Wenn du das alles mitbringst und dir der Lebensgefahr bewußt bist, bist du auch noch bereit fast 1000€ zu inverstieren? Immer noch?  wenn ja hier mal ein Lehrvideo (leider auf kroat. aber fast selbsterklärend..hilft auch bei der Beurteilung der eigenen körperl. Voraussetzungen). 
LG und wenn ja, bitte berichte!
https://www.youtube.com/watch?v=KWr26gZvoQE

PS. Netze sind mittlerweile nicht mehr in der Angelerlaubnis enthalten und nur noch prof.-Berufs-Fischern gestattet bis auf jene die noch die alten Papiere besitzen.

Ach ja - und Handgranaten wirst du in den Angelläden natürlich nicht bekommen, jedoch die Spearhunter-Komplett-Kombo 

& j.Breithardt - Die Zeiten der Dynamitfischerei sind eigentl. in Kroatien schon lange, lange vorbei - war nur eine Epoche kurz nach dem II WWK und ein "Kind der Not" ...
hier mal ein seltenes Zeitdokument:http://www.youtube.com/watch?v=M8NrfO0FPio wenn sich jemand mal die Kargheit und Not vor Augen führen will...aber wie gesagt längst vorbei !!


----------



## pasmanac (10. Juli 2014)

*AW: Harpunieren in Kroatien*



glavoc schrieb:


> Die Zeiten der Dynamitfischerei sind eigentl. in Kroatien schon lange, lange vorbei - war nur eine Epoche kurz nach dem II WWK und ein "Kind der Not" ...
> hier mal ein seltenes Zeitdokument:http://www.youtube.com/watch?v=M8NrfO0FPio wenn sich jemand mal die Kargheit und Not vor Augen führen will...aber wie gesagt längst vorbei !!

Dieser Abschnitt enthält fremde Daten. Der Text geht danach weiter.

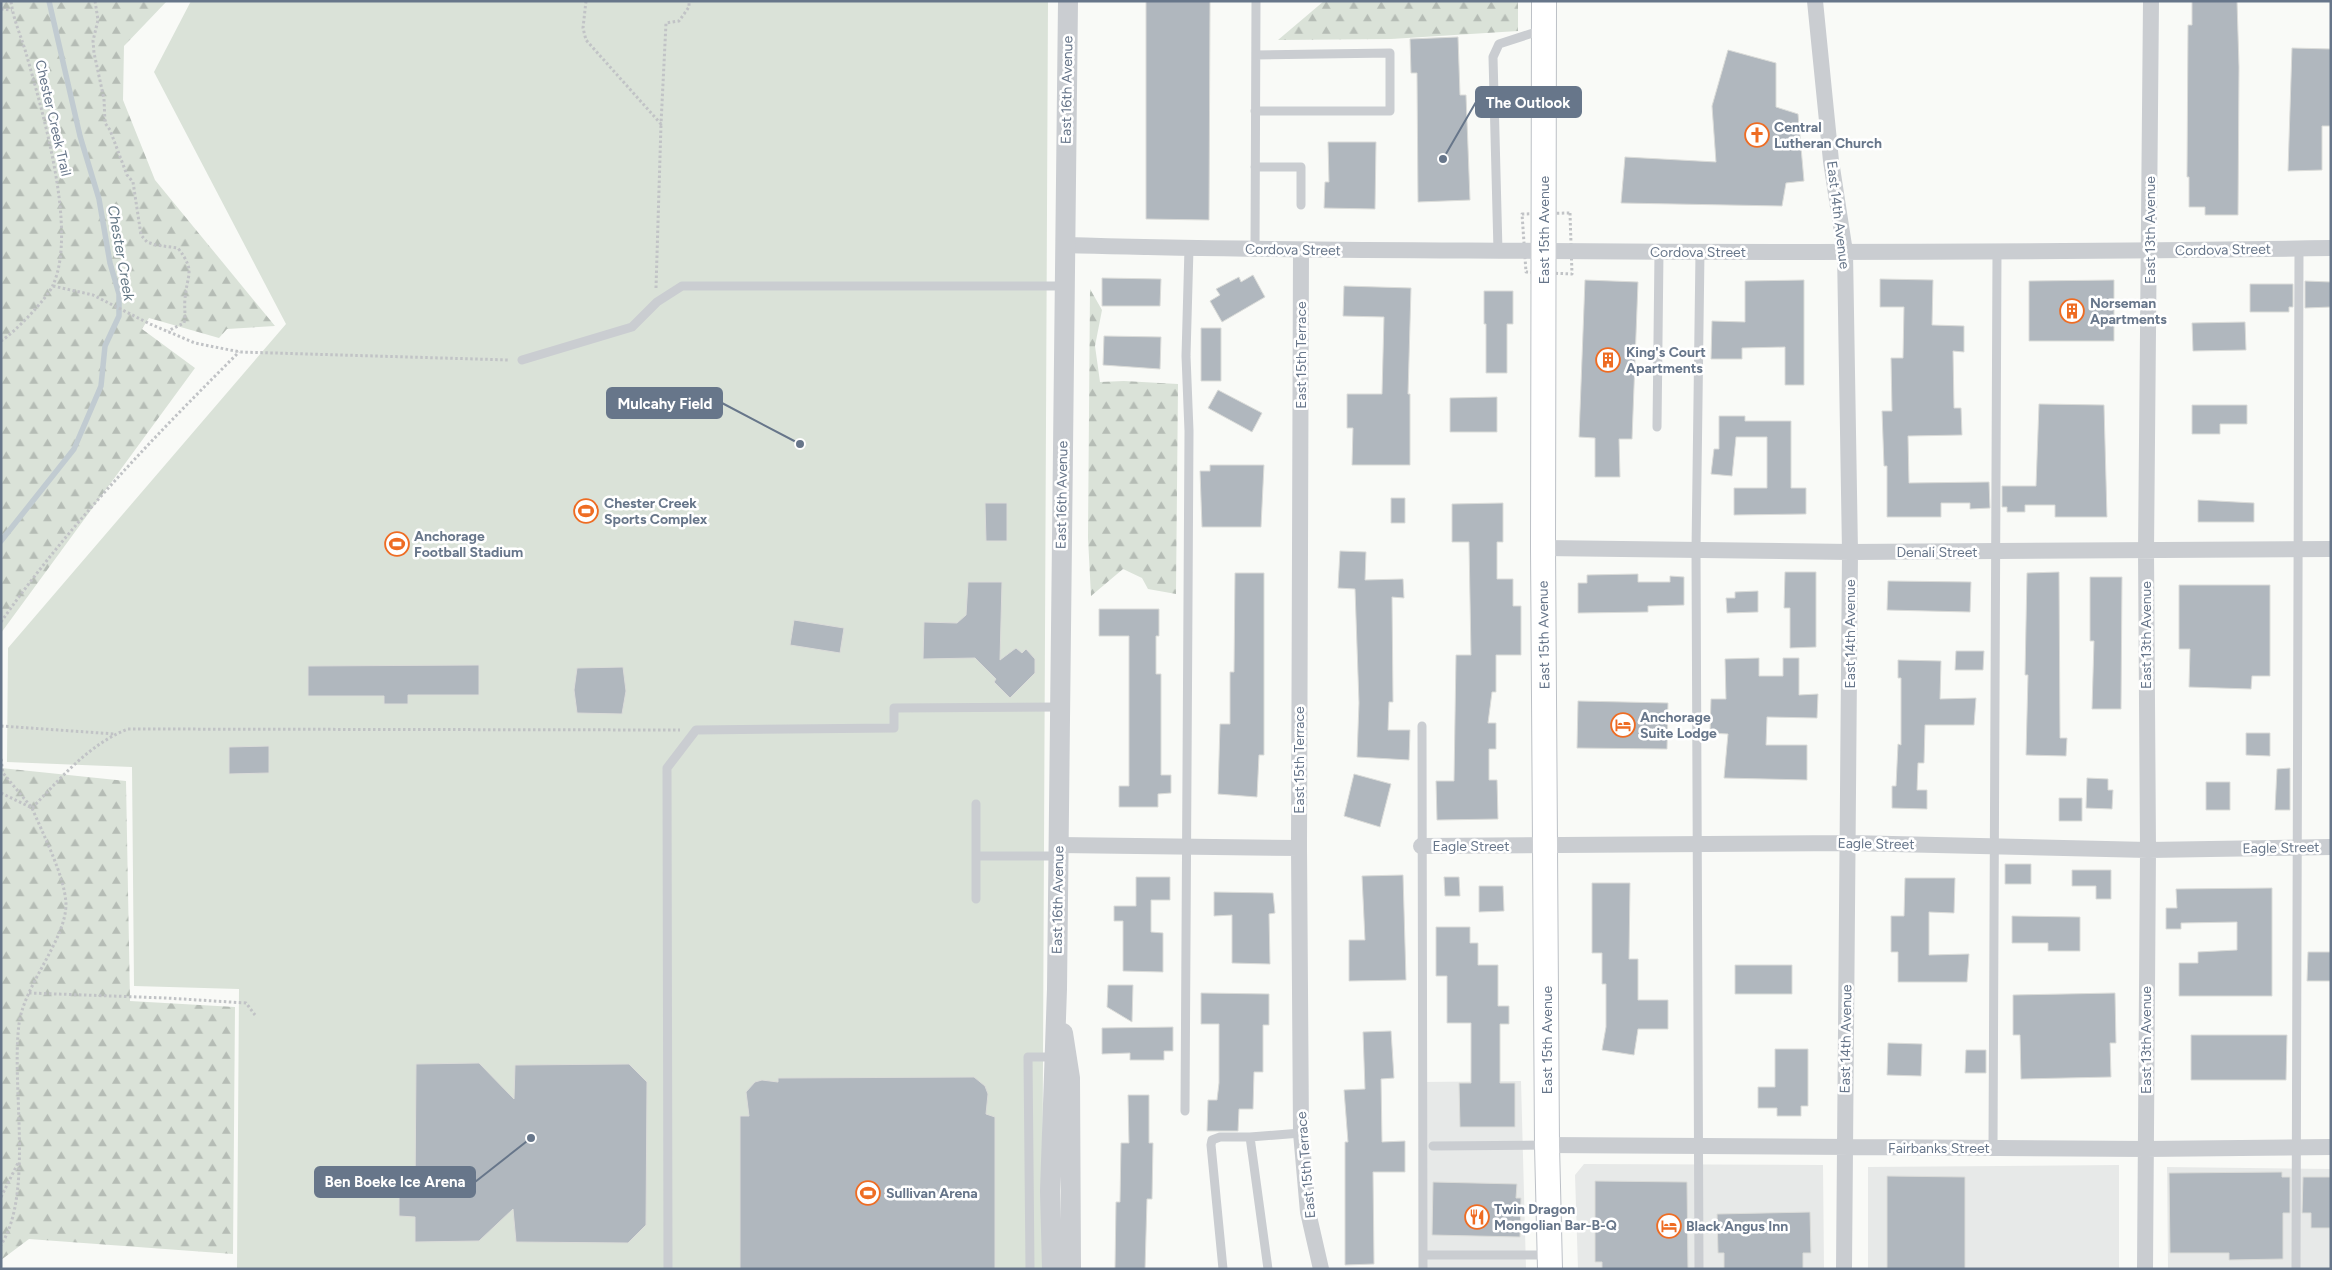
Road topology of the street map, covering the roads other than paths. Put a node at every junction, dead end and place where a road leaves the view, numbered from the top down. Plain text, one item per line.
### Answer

Das stimmt so ganz und gar nicht: Während des- und auch nach dem Balkankrieg wurde sogar sehr viel mit Dynamit (Granaten) gefischt und sogar heutzutage sind so einige Drecksäcke unterwegs: habe 2012 höchstpersönlich beobachtet, wie in der Bucht "Sveti Ante" (Rückseite Insel Pasman) drei Halunken aus´m Boot eine Granate geworfen und nach der Detonation die Fische mit Keschern eingesammelt haben !:g

Für Harpune brauchts übrigens die "Dozvola za *sportski* ribolov" nicht die "*rekreacijski*" !!


----------



## glavoc (10. Juli 2014)

*AW: Harpunieren in Kroatien*

...ja gaaanz vereinzelt gibt es das schon noch...ganz alte, die es halt nicht mehr lassen können oder klar während des letzten Krieges...aber es ist wirklich lange nicht mehr so, wie während der Kindheit/frühen Jugend z.Bsp. meiner Eltern. Also in der Relation zu damals - heute kaum noch vorhanden. Reagiere da halt bissle "empfindlich", weil bis heute auch ich noch bei deutschen Arbeitskollegen als "Dynamitfischer" bezeichnet wurde^^...
Die "sportska Dozvola" hab ich ja auch gemeint 
dir lg#h


----------



## zulu (10. Juli 2014)

*AW: Harpunieren in Kroatien*

Zu der Knallerei sag ich mal nichts.
Lieber arm dran ....als Arm ab:c
 der Film ist aber gut.

Ja, die armen Teufel damals in Jugoslavija, ich kenne noch die 60er und 70er Jahre..
Damals war es ganz normal mit Pressluft zum Jagen zu gehen.
Nicht nur Fischen, auch Korallen brechen und so.....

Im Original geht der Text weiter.